Top of DATASET ENTRIES

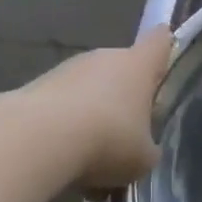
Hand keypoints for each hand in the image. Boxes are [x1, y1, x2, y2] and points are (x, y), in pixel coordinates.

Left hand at [24, 27, 174, 188]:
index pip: (159, 42)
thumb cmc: (108, 140)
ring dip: (93, 116)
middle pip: (122, 71)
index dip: (165, 47)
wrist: (37, 141)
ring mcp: (66, 70)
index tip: (167, 56)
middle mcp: (103, 58)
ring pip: (89, 91)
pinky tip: (65, 160)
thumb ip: (148, 149)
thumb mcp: (143, 157)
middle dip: (125, 98)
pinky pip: (61, 107)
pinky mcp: (34, 88)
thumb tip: (142, 149)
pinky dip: (65, 129)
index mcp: (138, 66)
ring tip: (92, 157)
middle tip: (129, 134)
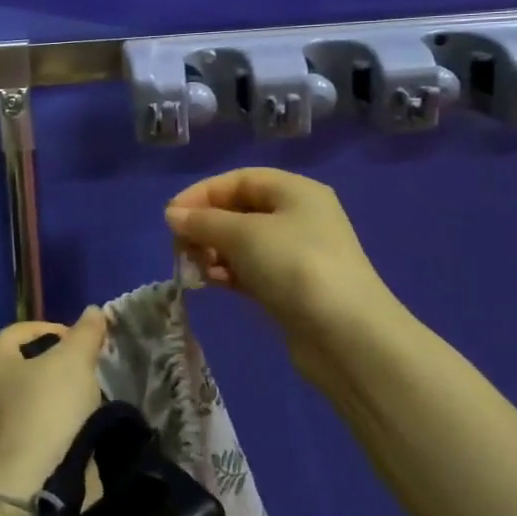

Bottom of DATASET ENTRIES

_PROBLEM_:
Return all of the material exactly, without pictures.

_RESPONSE TO THE TASK_:
Hand keypoints for each hand in the image. Boxes are [x1, y1, x2, y2] and points are (x, y), in pixel coordinates.

Left hand at [24, 27, 174, 188]:
index pip: (159, 42)
thumb cmc: (108, 140)
ring dip: (93, 116)
middle pip: (122, 71)
index dip: (165, 47)
wrist: (37, 141)
ring mcp: (66, 70)
index tip: (167, 56)
middle mcp: (103, 58)
ring pip: (89, 91)
pinky tip: (65, 160)
thumb ip: (148, 149)
thumb mcp: (143, 157)
middle dip: (125, 98)
pinky pip: (61, 107)
pinky mcp: (34, 88)
thumb tip: (142, 149)
pinky dip: (65, 129)
index mcp: (138, 66)
ring tip: (92, 157)
middle tip: (129, 134)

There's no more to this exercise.